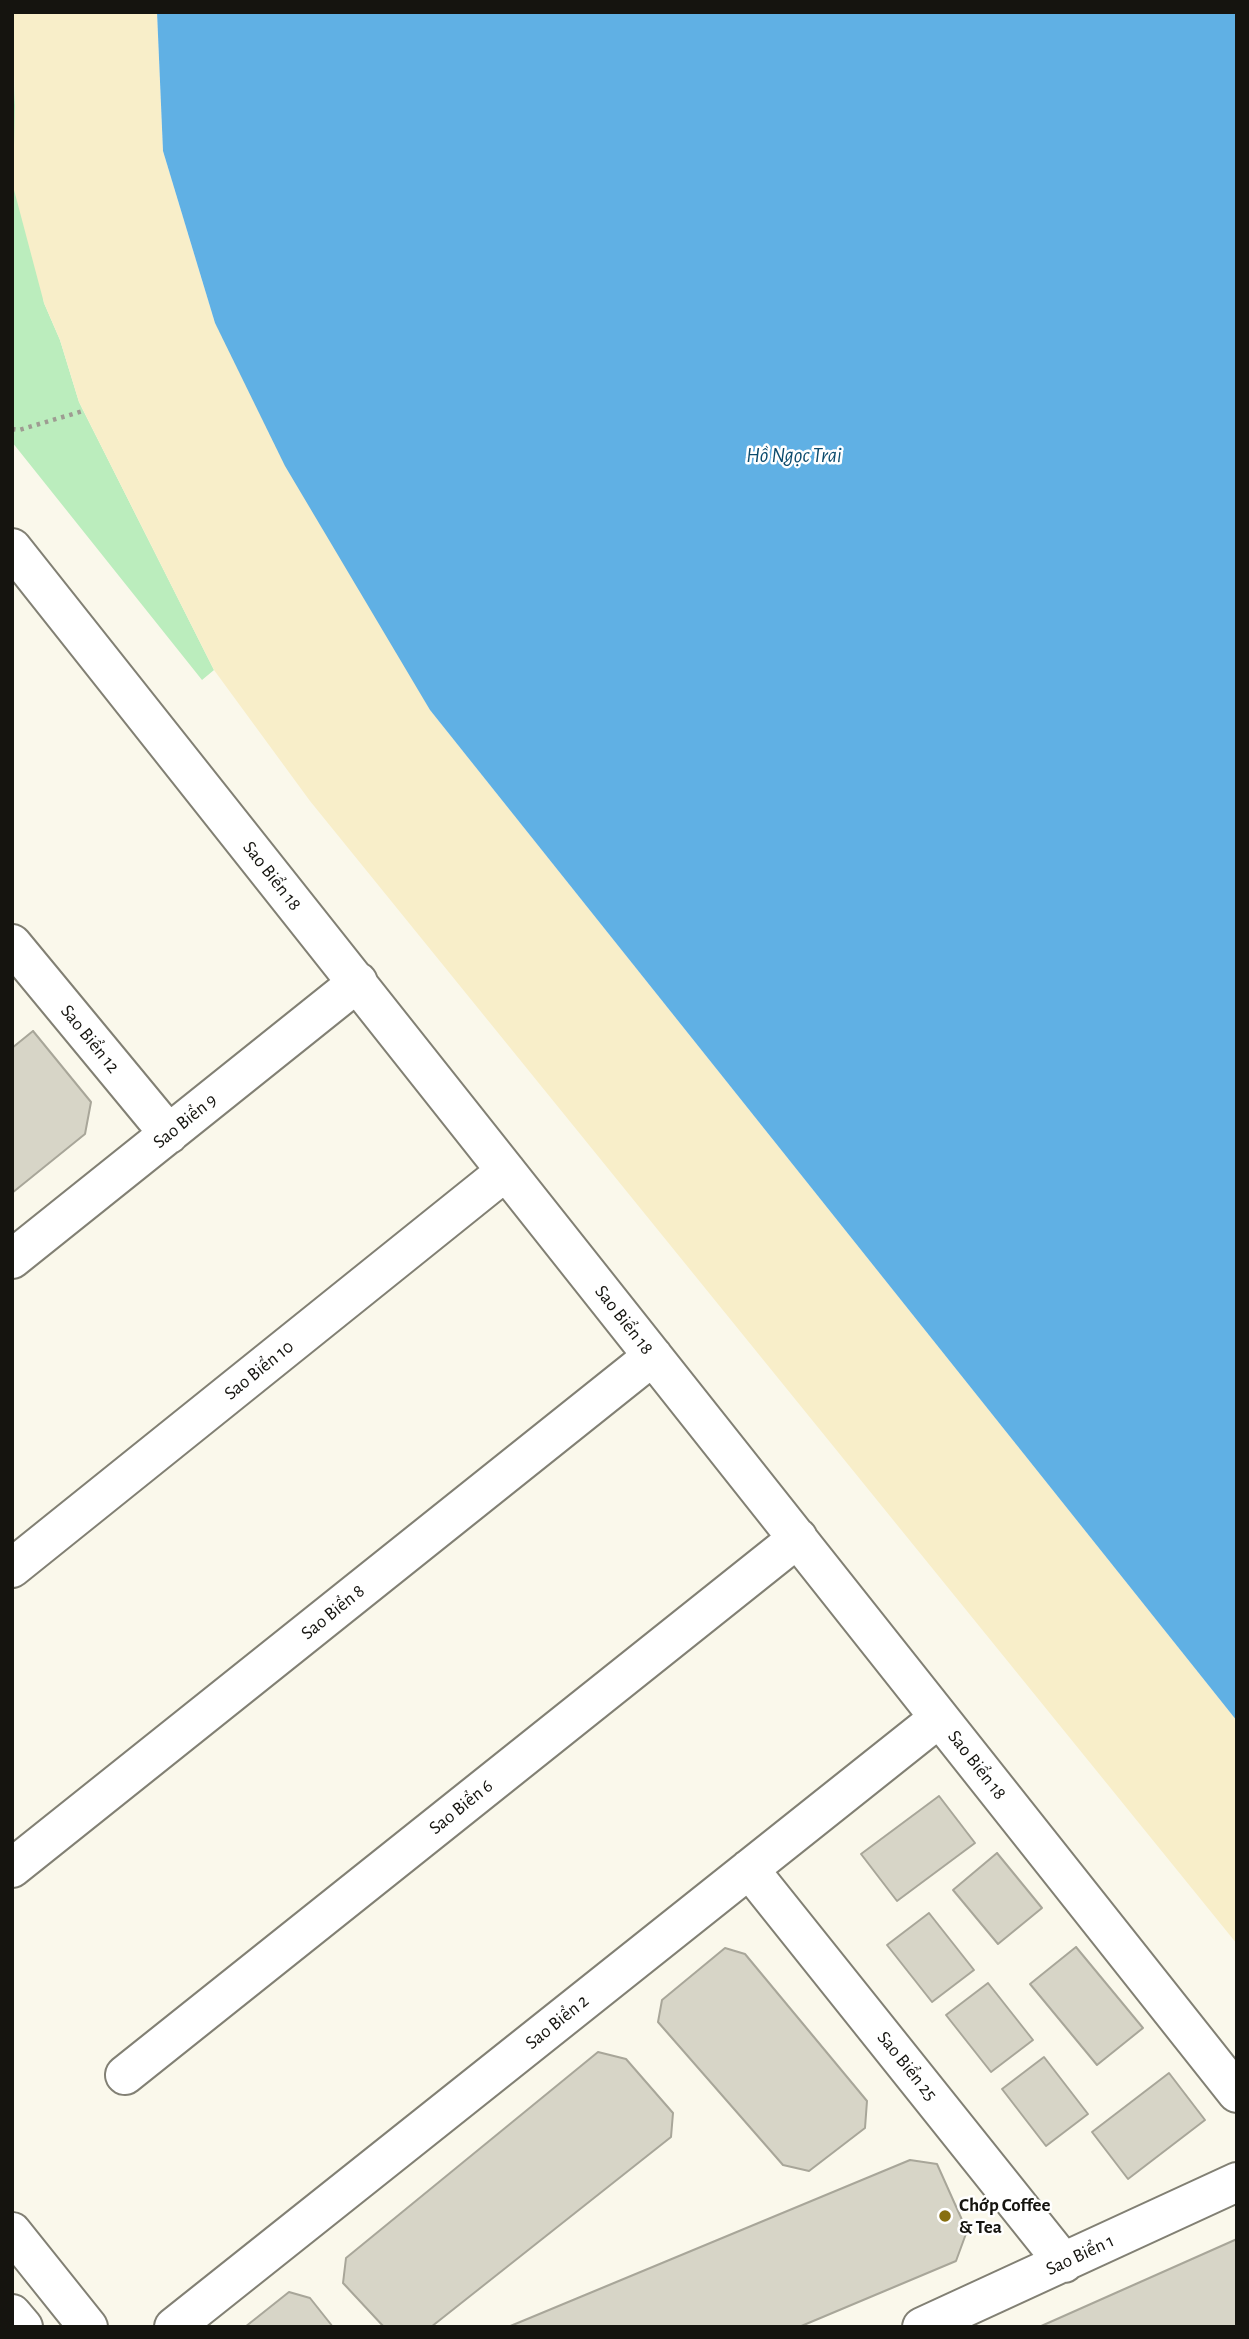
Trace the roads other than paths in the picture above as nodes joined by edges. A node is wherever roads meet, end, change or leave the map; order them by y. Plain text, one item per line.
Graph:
1 (12, 548) edge
2 (12, 944) edge
3 (358, 982) junction
4 (169, 1134) junction
5 (506, 1171) junction
6 (12, 1259) edge
7 (653, 1356) junction
8 (797, 1538) junction
9 (12, 1568) edge
10 (939, 1717) junction
11 (12, 1868) edge
12 (749, 1868) junction
13 (125, 2075) dead end
14 (1237, 2092) edge
15 (1237, 2182) edge
16 (12, 2232) edge
17 (1065, 2263) junction
18 (12, 2314) edge
19 (23, 2327) edge
20 (88, 2327) edge
21 (174, 2327) edge
22 (922, 2327) edge

1 - 3 street, Sao Biển 18
2 - 4 street, Sao Biển 12
3 - 4 street, Sao Biển 9
3 - 5 street, Sao Biển 18
4 - 6 street, Sao Biển 9
5 - 7 street, Sao Biển 18
5 - 9 street, Sao Biển 10
7 - 8 street, Sao Biển 18
7 - 11 street, Sao Biển 8
8 - 10 street, Sao Biển 18
8 - 13 street, Sao Biển 6
10 - 12 street, Sao Biển 2
10 - 14 street, Sao Biển 18
12 - 17 street, Sao Biển 25
12 - 21 street, Sao Biển 2
15 - 17 street, Sao Biển 1
16 - 20 street
17 - 22 street, Sao Biển 1
18 - 19 street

◇ ◇ ◇ ◇ ◇

- Your assignment: Since only the text is wanted, repeat all the records above exactly and omit the pictures.

- Expected answer:
Trace the roads other than paths in the picture above as nodes joined by edges. A node is wherever roads meet, end, change or leave the map; order them by y. Plain text, one item per line.
Graph:
1 (12, 548) edge
2 (12, 944) edge
3 (358, 982) junction
4 (169, 1134) junction
5 (506, 1171) junction
6 (12, 1259) edge
7 (653, 1356) junction
8 (797, 1538) junction
9 (12, 1568) edge
10 (939, 1717) junction
11 (12, 1868) edge
12 (749, 1868) junction
13 (125, 2075) dead end
14 (1237, 2092) edge
15 (1237, 2182) edge
16 (12, 2232) edge
17 (1065, 2263) junction
18 (12, 2314) edge
19 (23, 2327) edge
20 (88, 2327) edge
21 (174, 2327) edge
22 (922, 2327) edge

1 - 3 street, Sao Biển 18
2 - 4 street, Sao Biển 12
3 - 4 street, Sao Biển 9
3 - 5 street, Sao Biển 18
4 - 6 street, Sao Biển 9
5 - 7 street, Sao Biển 18
5 - 9 street, Sao Biển 10
7 - 8 street, Sao Biển 18
7 - 11 street, Sao Biển 8
8 - 10 street, Sao Biển 18
8 - 13 street, Sao Biển 6
10 - 12 street, Sao Biển 2
10 - 14 street, Sao Biển 18
12 - 17 street, Sao Biển 25
12 - 21 street, Sao Biển 2
15 - 17 street, Sao Biển 1
16 - 20 street
17 - 22 street, Sao Biển 1
18 - 19 street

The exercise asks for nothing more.